#1 - Procrastinator's Block - You really want to write, but for some reason, something else always seems more appealing. For instance, creating twelve blogs and then scheduling them to post one at a time over the space of a month. Hulu, flash games, Facebook, or a leisurely drive down Lake Rd. to admire all the fancy mansions. Some procrastination has led me to some very useful tools in my writing. The night I spent creating character bios with little pics and surveys infused my writing with a lot more realism. Unfortunately, most of my procrastinating is useless, and guilt ridden. The solution to this type of writer's block is to turn off your internet, unplug your tv, butt in chair. This is my most common problem.
#2 - Uninspired Block - Your brain feels like dead weight and you're sitting in your chair but nothing is coming out. When this is the case, attempting to keep doing what you're doing is going to be like slamming your head into a brick wall. Stop. Do something else for a little while. Exercise. Listen to inspiring music. Take a walk. Watch one of those movies that really moves you creatively. Have some caffeine. Rejuvenate yourself.
#3 - Burn Out Block - A writer can't write ALL the time. I tried spending an entire day doing nothing but writing. It left me with a brain that felt like mashed potatoes. My spelling and grammar began to slip, and most of the last three hours of work had to be deleted in edits. Some of it barely made sense. When uninspired, I look for inspiration, when I've overworked myself, I take a very different approach. When my creative mind feels like mush, I exercise the other side. Logic puzzles, time management games, cleaning, reorganizing CDs or bookshelves are all things you can do to exercise your logical left brain and give your right brain some down time.

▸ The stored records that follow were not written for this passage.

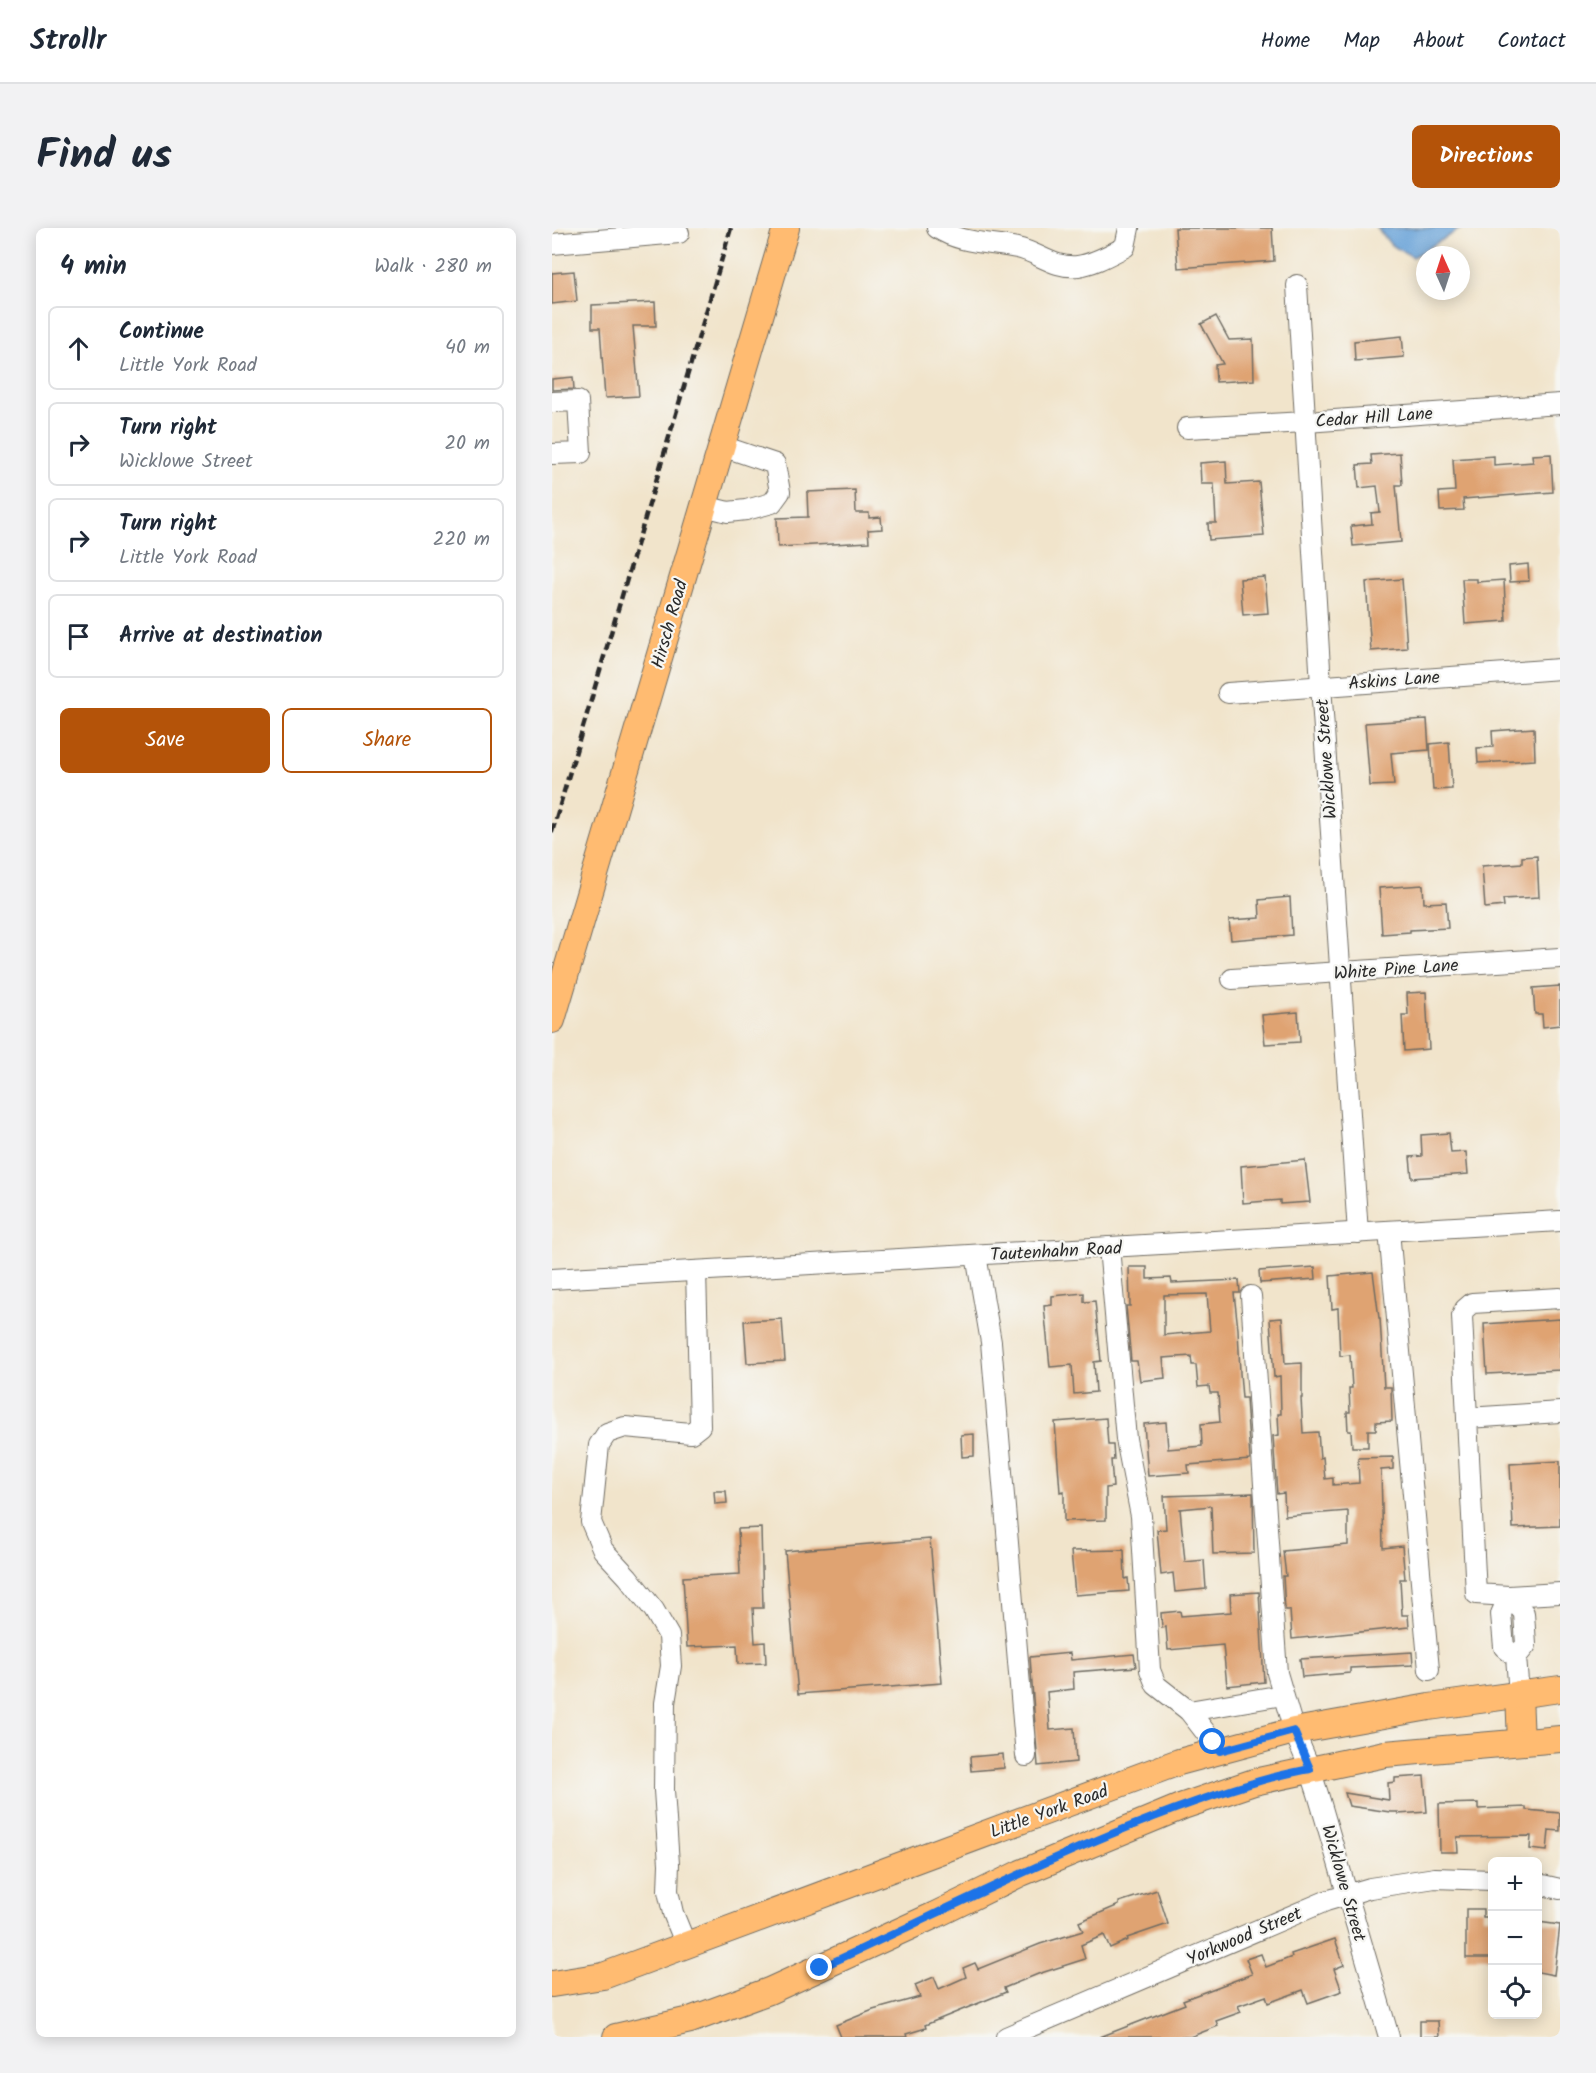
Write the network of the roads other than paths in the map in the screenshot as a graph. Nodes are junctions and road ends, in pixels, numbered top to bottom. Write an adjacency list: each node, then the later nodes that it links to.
1 (786, 228): 11 (main road, Hirsch Road)
2 (937, 228): 3 (street)
3 (1129, 228)
4 (679, 233): 5 (street)
5 (552, 244)
6 (1297, 285): 9 (street, Wicklowe Street)
7 (552, 402): 12 (street)
8 (1560, 404): 9 (street, Cedar Hill Lane)
9 (1306, 422): 10 (street, Cedar Hill Lane); 15 (street, Wicklowe Street)
10 (1187, 428)
11 (722, 446): 13 (main road, Hirsch Road); 13 (street)
12 (552, 454)
13 (704, 506): 20 (main road, Hirsch Road)
14 (1560, 669): 15 (street, Askins Lane)
15 (1320, 685): 16 (street, Askins Lane); 18 (street, Wicklowe Street)
16 (1228, 693)
17 (1560, 958): 18 (street, White Pine Lane)
18 (1341, 973): 19 (street, White Pine Lane); 23 (street, Wicklowe Street)
19 (1232, 979)
20 (552, 1020)
21 (1560, 1221): 22 (street, Tautenhahn Road)
22 (1389, 1231): 23 (street, Tautenhahn Road); 34 (street)
23 (1358, 1233): 24 (street, Tautenhahn Road)
24 (1109, 1247): 25 (street, Tautenhahn Road); 38 (street)
25 (976, 1255): 26 (street, Tautenhahn Road); 43 (street)
26 (696, 1271): 27 (street, Tautenhahn Road); 49 (street)
27 (552, 1279)
28 (1251, 1296): 37 (street, Wicklowe Street)
29 (1560, 1298): 31 (street)
30 (1560, 1412): 31 (street)
31 (1467, 1418): 33 (street)
32 (1560, 1593): 33 (street)
33 (1509, 1596): 36 (street)
34 (1429, 1670)
35 (1560, 1689): 36 (main road, Little York Road)
36 (1518, 1694): 39 (main road, Little York Road); 41 (main road)
37 (1283, 1695): 38 (street); 39 (street, Wicklowe Street)
38 (1189, 1711): 42 (street)
39 (1294, 1731): 42 (main road, Little York Road); 44 (street, Wicklowe Street)
40 (1560, 1739): 41 (main road)
41 (1521, 1742): 44 (main road)
42 (1220, 1751): 49 (main road, Little York Road)
43 (1026, 1756)
44 (1310, 1769): 48 (street, Wicklowe Street); 51 (main road)
45 (1488, 1880): 48 (street, Yorkwood Street)
46 (1542, 1885): 47 (street)
47 (1560, 1889)
48 (1348, 1895): 52 (street, Yorkwood Street); 53 (street, Wicklowe Street)
49 (686, 1945): 50 (main road, Little York Road)
50 (552, 1984)
51 (616, 2037)
52 (1006, 2037)
53 (1389, 2037)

#4 - Naysayer Block - This is the inner editor saying, "Look at what you just wrote. That is pompous crap. No one will ever want to read this. You have no talent." Kick your inner editor in the nuts. That'll shut anyone up. Trying to edit while writing is counter productive. Editing uses your left brain. Writing uses your right brain. Keep your focus on your writing. The time for editing is later. I know it's hard. I actually had to blindfold myself an hour a day for a week to get into the habit of writing without reading my work back after every few sentences. Here are a couple of mantras to help you get past your inner editor. *You can't judge your own work effectively when you're so close to it. Wait. If you still think it sucks when you're editing it next month, you'll be able to change it. *Everyone occasionally writes crap. *Plenty of published authors EXCLUSIVELY write crap. *Practice makes
perfect... competent. Even if what you just wrote IS crap, and you won't know that until you read it back in a month or so, every word you write takes you one step closer to mastering... not sucking at your craft.